● **RECORDS SHOWN**
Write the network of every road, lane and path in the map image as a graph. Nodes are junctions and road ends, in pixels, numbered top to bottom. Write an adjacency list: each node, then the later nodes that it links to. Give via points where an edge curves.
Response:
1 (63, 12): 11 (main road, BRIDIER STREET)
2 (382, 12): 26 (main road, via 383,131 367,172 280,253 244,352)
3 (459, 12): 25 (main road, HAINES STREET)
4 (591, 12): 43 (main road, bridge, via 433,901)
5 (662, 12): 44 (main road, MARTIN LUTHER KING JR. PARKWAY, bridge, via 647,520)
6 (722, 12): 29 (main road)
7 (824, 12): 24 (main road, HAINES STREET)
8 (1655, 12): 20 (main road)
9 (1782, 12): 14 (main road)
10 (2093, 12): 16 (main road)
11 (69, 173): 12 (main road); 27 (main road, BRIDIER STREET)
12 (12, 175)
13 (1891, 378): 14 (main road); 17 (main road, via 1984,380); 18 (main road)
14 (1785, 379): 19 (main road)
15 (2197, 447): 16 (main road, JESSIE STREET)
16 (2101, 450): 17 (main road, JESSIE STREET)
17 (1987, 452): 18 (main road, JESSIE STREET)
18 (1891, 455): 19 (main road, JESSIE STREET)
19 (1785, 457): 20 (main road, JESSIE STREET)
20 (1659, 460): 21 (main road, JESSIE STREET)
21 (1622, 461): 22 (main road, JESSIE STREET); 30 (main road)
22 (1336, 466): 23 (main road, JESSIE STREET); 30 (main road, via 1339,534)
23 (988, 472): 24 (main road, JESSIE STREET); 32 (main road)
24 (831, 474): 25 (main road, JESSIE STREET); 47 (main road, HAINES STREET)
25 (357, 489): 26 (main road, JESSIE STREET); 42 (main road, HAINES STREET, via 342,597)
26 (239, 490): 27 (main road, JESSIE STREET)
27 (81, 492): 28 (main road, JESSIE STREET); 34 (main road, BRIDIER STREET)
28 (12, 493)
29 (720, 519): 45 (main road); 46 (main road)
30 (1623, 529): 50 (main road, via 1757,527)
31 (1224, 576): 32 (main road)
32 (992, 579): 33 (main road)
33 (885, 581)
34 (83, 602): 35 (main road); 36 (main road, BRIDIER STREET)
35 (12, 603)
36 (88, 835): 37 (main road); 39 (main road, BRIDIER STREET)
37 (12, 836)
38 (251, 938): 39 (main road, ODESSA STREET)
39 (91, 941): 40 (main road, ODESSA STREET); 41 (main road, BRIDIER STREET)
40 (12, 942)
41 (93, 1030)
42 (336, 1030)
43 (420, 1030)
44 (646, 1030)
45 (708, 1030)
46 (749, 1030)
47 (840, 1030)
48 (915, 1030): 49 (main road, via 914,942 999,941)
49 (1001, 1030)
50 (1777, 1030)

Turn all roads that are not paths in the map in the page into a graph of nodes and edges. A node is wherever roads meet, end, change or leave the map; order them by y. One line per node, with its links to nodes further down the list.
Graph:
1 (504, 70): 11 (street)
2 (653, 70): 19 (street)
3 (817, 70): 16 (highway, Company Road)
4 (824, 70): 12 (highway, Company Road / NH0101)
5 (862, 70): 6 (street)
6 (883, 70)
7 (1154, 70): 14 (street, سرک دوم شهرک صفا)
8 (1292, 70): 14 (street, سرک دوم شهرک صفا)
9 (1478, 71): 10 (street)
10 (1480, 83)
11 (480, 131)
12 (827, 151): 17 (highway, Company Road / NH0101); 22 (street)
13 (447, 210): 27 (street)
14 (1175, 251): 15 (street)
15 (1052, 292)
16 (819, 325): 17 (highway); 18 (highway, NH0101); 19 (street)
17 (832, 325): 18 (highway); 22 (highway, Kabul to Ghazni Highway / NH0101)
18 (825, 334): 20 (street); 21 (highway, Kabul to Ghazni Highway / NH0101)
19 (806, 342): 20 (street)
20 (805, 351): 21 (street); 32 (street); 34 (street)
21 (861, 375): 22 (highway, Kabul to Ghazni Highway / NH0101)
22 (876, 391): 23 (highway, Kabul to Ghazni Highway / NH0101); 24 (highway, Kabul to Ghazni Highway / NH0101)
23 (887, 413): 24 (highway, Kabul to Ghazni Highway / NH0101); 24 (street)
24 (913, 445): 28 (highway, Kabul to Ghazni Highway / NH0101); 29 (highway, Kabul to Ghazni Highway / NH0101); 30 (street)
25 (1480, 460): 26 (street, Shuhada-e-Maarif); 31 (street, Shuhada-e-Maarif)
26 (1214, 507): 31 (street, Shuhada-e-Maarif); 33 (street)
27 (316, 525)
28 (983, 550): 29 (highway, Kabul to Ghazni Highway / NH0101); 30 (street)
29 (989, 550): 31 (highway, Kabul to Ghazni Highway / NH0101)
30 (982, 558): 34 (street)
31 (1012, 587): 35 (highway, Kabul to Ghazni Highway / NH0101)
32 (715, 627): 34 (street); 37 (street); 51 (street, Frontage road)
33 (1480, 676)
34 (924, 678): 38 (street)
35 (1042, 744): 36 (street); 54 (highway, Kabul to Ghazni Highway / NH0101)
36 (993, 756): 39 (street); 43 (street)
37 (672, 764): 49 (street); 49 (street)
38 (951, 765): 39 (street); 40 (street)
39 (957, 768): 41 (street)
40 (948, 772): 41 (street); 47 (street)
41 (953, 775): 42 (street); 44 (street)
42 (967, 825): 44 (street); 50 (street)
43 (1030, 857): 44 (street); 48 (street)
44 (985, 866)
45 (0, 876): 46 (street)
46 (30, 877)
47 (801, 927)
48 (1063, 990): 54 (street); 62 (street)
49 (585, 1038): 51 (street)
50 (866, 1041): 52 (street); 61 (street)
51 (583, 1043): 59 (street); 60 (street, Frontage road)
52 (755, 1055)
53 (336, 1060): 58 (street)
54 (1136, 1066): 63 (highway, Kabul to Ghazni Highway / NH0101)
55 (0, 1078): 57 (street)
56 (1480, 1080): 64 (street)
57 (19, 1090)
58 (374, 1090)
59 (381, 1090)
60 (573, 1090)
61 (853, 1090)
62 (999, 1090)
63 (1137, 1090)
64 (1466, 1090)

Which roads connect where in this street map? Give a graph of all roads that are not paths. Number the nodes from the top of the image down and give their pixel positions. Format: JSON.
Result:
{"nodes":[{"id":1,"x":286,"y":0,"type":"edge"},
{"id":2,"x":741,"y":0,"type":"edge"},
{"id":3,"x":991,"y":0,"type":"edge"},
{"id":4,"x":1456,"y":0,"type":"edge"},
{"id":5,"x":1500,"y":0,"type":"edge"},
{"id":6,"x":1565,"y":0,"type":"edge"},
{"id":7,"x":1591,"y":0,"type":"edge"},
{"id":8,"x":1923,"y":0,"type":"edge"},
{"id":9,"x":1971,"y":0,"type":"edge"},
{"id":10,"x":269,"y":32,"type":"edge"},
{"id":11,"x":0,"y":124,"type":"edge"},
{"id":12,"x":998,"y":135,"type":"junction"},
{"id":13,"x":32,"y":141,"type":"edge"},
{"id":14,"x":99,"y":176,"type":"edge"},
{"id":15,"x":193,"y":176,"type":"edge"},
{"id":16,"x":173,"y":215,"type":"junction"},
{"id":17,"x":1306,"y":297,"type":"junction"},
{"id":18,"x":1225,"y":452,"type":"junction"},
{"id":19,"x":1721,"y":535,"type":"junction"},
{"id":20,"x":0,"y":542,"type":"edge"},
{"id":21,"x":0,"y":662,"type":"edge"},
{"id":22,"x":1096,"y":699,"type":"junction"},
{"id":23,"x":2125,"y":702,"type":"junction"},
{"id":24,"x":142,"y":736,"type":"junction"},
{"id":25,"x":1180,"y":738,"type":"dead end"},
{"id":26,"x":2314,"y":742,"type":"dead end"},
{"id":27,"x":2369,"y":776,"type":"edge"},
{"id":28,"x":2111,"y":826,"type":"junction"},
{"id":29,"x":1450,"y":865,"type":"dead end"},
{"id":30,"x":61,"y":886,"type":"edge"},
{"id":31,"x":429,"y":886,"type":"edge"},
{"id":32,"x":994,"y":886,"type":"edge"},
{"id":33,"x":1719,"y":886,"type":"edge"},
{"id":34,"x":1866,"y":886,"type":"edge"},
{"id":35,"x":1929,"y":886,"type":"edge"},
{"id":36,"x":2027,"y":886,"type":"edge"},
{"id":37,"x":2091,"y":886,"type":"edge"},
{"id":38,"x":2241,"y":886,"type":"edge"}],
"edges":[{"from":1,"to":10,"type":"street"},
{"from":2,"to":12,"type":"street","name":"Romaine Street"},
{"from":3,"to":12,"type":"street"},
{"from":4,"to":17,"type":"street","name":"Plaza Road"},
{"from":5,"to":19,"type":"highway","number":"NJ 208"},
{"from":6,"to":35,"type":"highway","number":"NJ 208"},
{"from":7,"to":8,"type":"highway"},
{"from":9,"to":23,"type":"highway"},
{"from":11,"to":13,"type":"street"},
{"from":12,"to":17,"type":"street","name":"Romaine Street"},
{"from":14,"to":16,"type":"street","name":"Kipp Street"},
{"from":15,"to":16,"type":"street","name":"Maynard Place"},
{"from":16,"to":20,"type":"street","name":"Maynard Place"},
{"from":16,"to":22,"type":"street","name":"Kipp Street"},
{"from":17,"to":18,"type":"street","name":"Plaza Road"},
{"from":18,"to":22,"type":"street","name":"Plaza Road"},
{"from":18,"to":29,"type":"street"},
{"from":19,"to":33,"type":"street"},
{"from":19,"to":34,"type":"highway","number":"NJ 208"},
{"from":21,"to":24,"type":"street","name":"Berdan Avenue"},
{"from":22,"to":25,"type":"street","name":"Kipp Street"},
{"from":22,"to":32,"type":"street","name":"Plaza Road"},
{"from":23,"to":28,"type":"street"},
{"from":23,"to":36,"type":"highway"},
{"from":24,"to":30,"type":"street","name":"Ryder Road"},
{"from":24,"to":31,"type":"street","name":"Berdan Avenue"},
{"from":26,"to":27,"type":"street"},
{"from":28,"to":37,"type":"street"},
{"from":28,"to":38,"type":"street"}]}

● **EXERCISE**
All lines of the entries containing the string "Maarif" must be shown in full.

● **RESPONSE TO THE TASK**
25 (1480, 460): 26 (street, Shuhada-e-Maarif); 31 (street, Shuhada-e-Maarif)
26 (1214, 507): 31 (street, Shuhada-e-Maarif); 33 (street)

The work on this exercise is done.